Photographer and film maker Ori Gersht was born in Tel-Aviv, Israel in 1967, relocating to London in the early 1990s. His practice often addresses World War II and post war conflicts by documenting landscapes that have witnessed trauma.
Don’t Look Back revisits three bodies of work that capture landscapes that have been the scene of past atrocities, Evaders, Liquidation and White Noise. The beauty and serenity of these landscapes sit in juxtaposition to the horrors they witnessed.

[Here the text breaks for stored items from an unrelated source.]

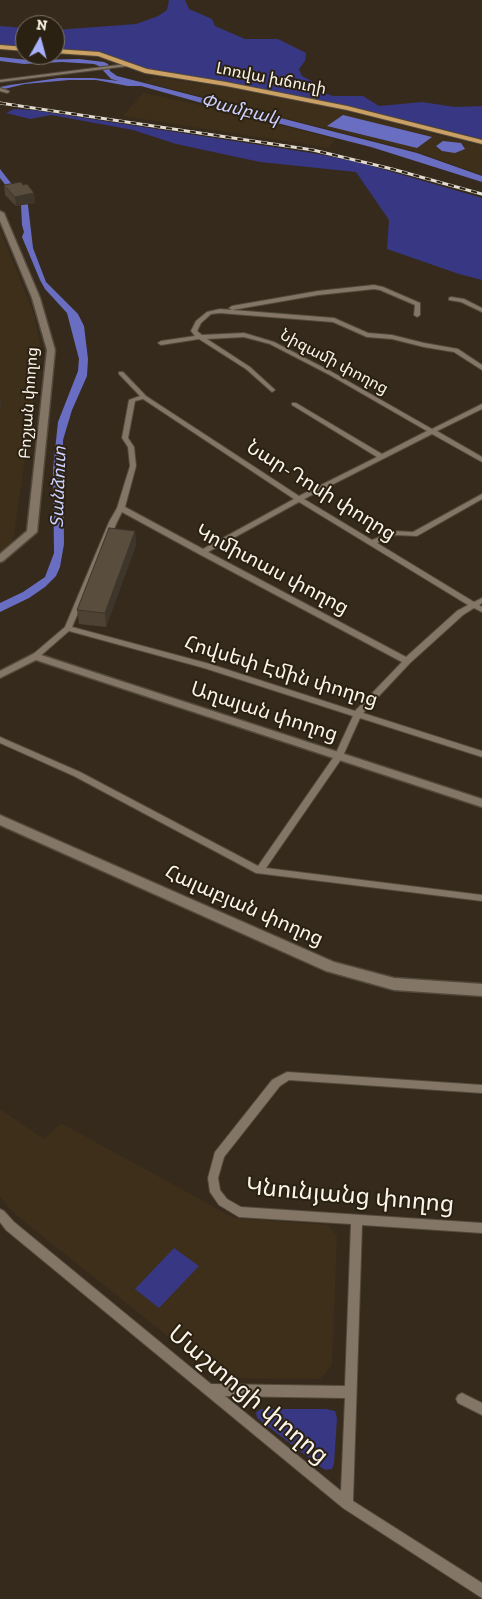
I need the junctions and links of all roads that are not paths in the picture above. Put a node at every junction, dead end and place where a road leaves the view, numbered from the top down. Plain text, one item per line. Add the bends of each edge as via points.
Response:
1 (0, 47) edge
2 (15, 48) edge
3 (65, 52) edge
4 (126, 65) junction
5 (0, 81) edge
6 (0, 89) edge
7 (7, 92) dead end
8 (482, 142) edge
9 (0, 213) edge
10 (451, 299) dead end
11 (220, 310) junction
12 (482, 310) edge
13 (417, 315) dead end
14 (200, 337) junction
15 (161, 344) dead end
16 (482, 368) edge
17 (121, 373) dead end
18 (272, 390) dead end
19 (144, 397) junction
20 (294, 404) dead end
21 (482, 406) edge
22 (432, 432) junction
23 (382, 457) junction
24 (482, 460) edge
25 (482, 496) edge
26 (299, 499) junction
27 (121, 508) junction
28 (372, 544) junction
29 (202, 552) junction
30 (0, 559) edge
31 (482, 600) edge
32 (474, 605) junction
33 (482, 610) edge
34 (68, 628) junction
35 (35, 656) junction
36 (407, 661) junction
37 (0, 675) edge
38 (358, 713) junction
39 (0, 740) edge
40 (482, 754) edge
41 (339, 756) junction
42 (482, 803) edge
43 (0, 820) edge
44 (259, 871) junction
45 (482, 898) edge
46 (482, 990) edge
47 (287, 1076) joint
48 (482, 1089) edge
49 (0, 1214) edge
50 (357, 1220) junction
51 (482, 1228) edge
52 (210, 1390) junction
53 (351, 1392) junction
54 (462, 1400) dead end
55 (482, 1409) edge
56 (347, 1504) junction
57 (482, 1591) edge

1 - 2 highway
3 - 4 highway, Լոռվա խճուղի via 99,54
4 - 5 street
4 - 8 highway, Լոռվա խճուղի via 347,108
6 - 7 street
9 - 30 street, Բոշյան փողոց via 36,298 51,350 32,532
10 - 12 street via 462,300
11 - 13 street via 374,287 418,304
11 - 14 street via 209,313 198,322 194,331
11 - 16 street via 334,320 367,335 456,350
14 - 15 street, Նիզամի փողոց
14 - 18 street via 248,368
14 - 22 street, Նիզամի փողոց via 244,335 272,343
17 - 19 street
19 - 26 street, Նար-Դոսի փողոց
19 - 27 street via 132,400 125,438 131,447 132,466
20 - 23 street
21 - 22 street
22 - 23 street
22 - 24 street, Նիզամի փողոց
23 - 26 street
25 - 28 street via 414,534 395,533
26 - 28 street, Նար-Դոսի փողոց
26 - 29 street
27 - 29 street, Կոմիտաս փողոց
27 - 34 street
28 - 32 street, Նար-Դոսի փողոց
29 - 36 street, Կոմիտաս փողոց
31 - 32 street
32 - 33 street, Նար-Դոսի փողոց
32 - 36 street via 460,613
34 - 35 street
34 - 38 street, Հովսեփ Էմին փողոց via 207,666
35 - 37 street
35 - 41 street, Աղայան փողոց
36 - 38 street
38 - 40 street, Հովսեփ Էմին փողոց
38 - 41 street
39 - 44 street via 77,774
41 - 42 street, Աղայան փողոց
41 - 44 street
43 - 46 main road, Հալաբյան փողոց via 331,967 394,984
44 - 45 street
47 - 48 street
47 - 50 street, Կնունյանց փողոց via 276,1083 219,1155 213,1178 215,1192 223,1202 239,1212
49 - 52 street, Մաշտոցի փողոց via 10,1226
50 - 51 street, Կնունյանց փողոց
50 - 53 street
52 - 53 street
52 - 56 street, Մաշտոցի փողոց
53 - 56 street
54 - 55 street
56 - 57 street, Մաշտոցի փողոց

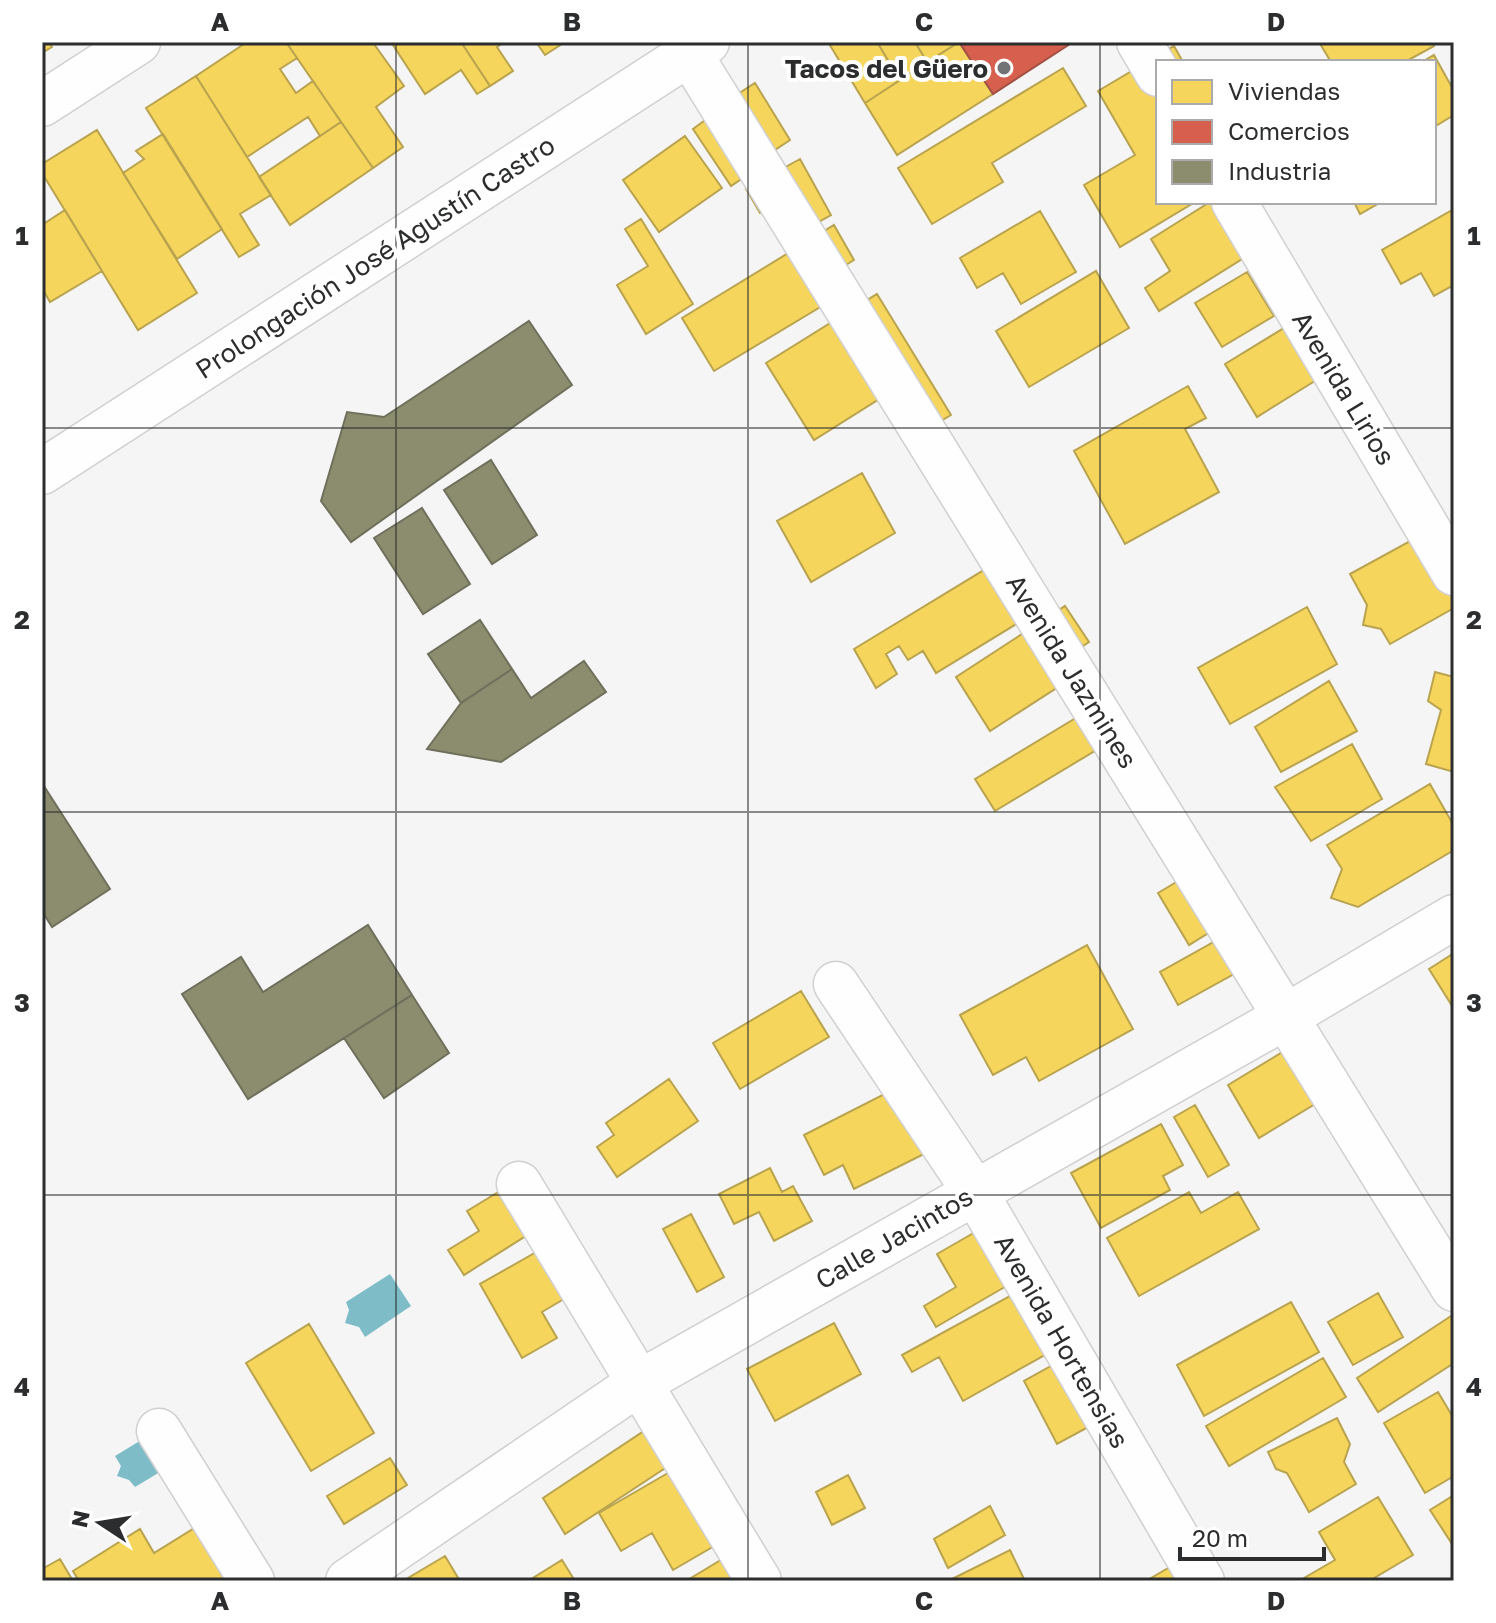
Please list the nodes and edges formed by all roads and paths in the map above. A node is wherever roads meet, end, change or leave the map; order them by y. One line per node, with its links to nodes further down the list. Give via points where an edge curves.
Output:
1 (138, 42): 5 (main road)
2 (1139, 42): 4 (main road)
3 (698, 48): 7 (main road, Prolongación José Agustín Castro); 11 (main road, Avenida Jazmines)
4 (1156, 71)
5 (42, 104)
6 (1235, 204): 8 (main road, Avenida Lirios)
7 (42, 472)
8 (1454, 573)
9 (1454, 917): 11 (main road, Calle Jacintos)
10 (836, 984): 13 (main road, Avenida Hortensias)
11 (1287, 1016): 13 (main road, Calle Jacintos); 14 (main road, Avenida Jazmines)
12 (519, 1184): 15 (main road)
13 (975, 1192): 15 (main road, Calle Jacintos); 20 (main road, Avenida Hortensias)
14 (1454, 1289)
15 (639, 1383): 18 (main road, Calle Jacintos); 19 (main road)
16 (159, 1431): 17 (main road)
17 (252, 1581)
18 (348, 1581)
19 (759, 1581)
20 (1202, 1581)

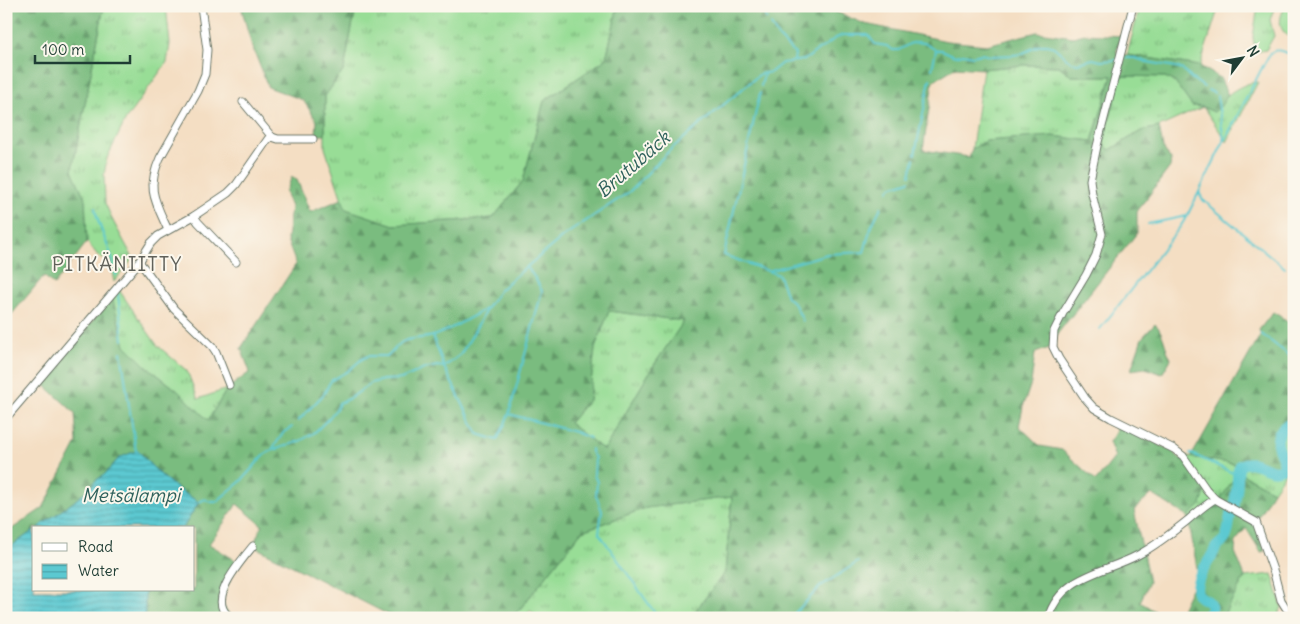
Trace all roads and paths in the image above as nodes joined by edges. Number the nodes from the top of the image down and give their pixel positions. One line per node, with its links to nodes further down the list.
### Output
1 (201, 6): 7 (street)
2 (1133, 6): 12 (street)
3 (243, 102): 4 (street)
4 (272, 137): 5 (street); 6 (street)
5 (312, 139)
6 (194, 216): 7 (street); 9 (street)
7 (168, 230): 8 (street)
8 (139, 262): 10 (street); 11 (street)
9 (236, 262)
10 (229, 386)
11 (6, 418)
12 (1215, 499): 14 (street); 16 (street)
13 (253, 546): 15 (street)
14 (1294, 612)
15 (232, 618)
16 (1048, 618)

The centerpiece of the exhibition, Evaders (2009) (purchased for the Towner Collection in 2011) is a two channel film work traces the journey of the German-Jewish critic and philosopher Walter Benjamin in his final days as he fled Nazi occupied France through the Pyrenees in order to reach neutral Portugal. When he arrived at the Spanish border, he was prevented from crossing and committed suicide on the 26 September 1940, aged 47. A series of still photographs from Evaders capture the starch beauty of the winter landscapes of the Pyrenees and the brutal isolation of man battling these elements.
In these photographs Gersht depicts landscapes that are at once beautiful, but have been scarred by the memories of unspeakable horrors. He attempts to explore the dialectic between metaphysical and real places. Photography can only depict the reality that is physically present in front of the lens yet Gersht was interested in creating photographic composites that do not, or did not, exist on any map and may therefore be referred to as ‘non-places’ or voids.
In White Noise (1999-2000) Gersht photographed his train journey from Krakow to Auschwitz. Liquidation (2005) captures the landscapes around the Ukrainian towns of Kolomyia and Kosov where some of Gersht’s family relatives found harsh haven from Nazi persecution, shown alongside the film, The Forest (2005).
The photographs of White Noise and Liquidation appear almost painterly, yet the work is very much about the photographic process – the exposure of film to light through a lens and the chemical reaction of light with the silver- coated film. While subjecting the film to extreme exposures, Gersht interrogates the documentary status of the photograph in relation to history, assuming a heightened, and more obviously personal form of expression.
The over-saturation of light challenges the photographs function as a mirror to reality and prevents the images having a fixed appearance, instead producing a fluid, almost liquid like surface. This process affects the film to the point where the landscape depicted becomes almost invisible and practically dissolves. The effect is an image, which appears to be on the border of abstraction and becomes hard to decipher.
Sanna Moore, Head of Contemporary Programmes, says: "It's been a pleasure working with Ori Gersht on this retrospective of his work. Ori's been developing such a thought-provoking body of work over the years, using the natural landscape to explore political and personal narratives, pushing new boundaries. We were grateful to Art Fund International for helping us to purchase Evaders for our permanent Collection, giving more people a chance to learn about his work."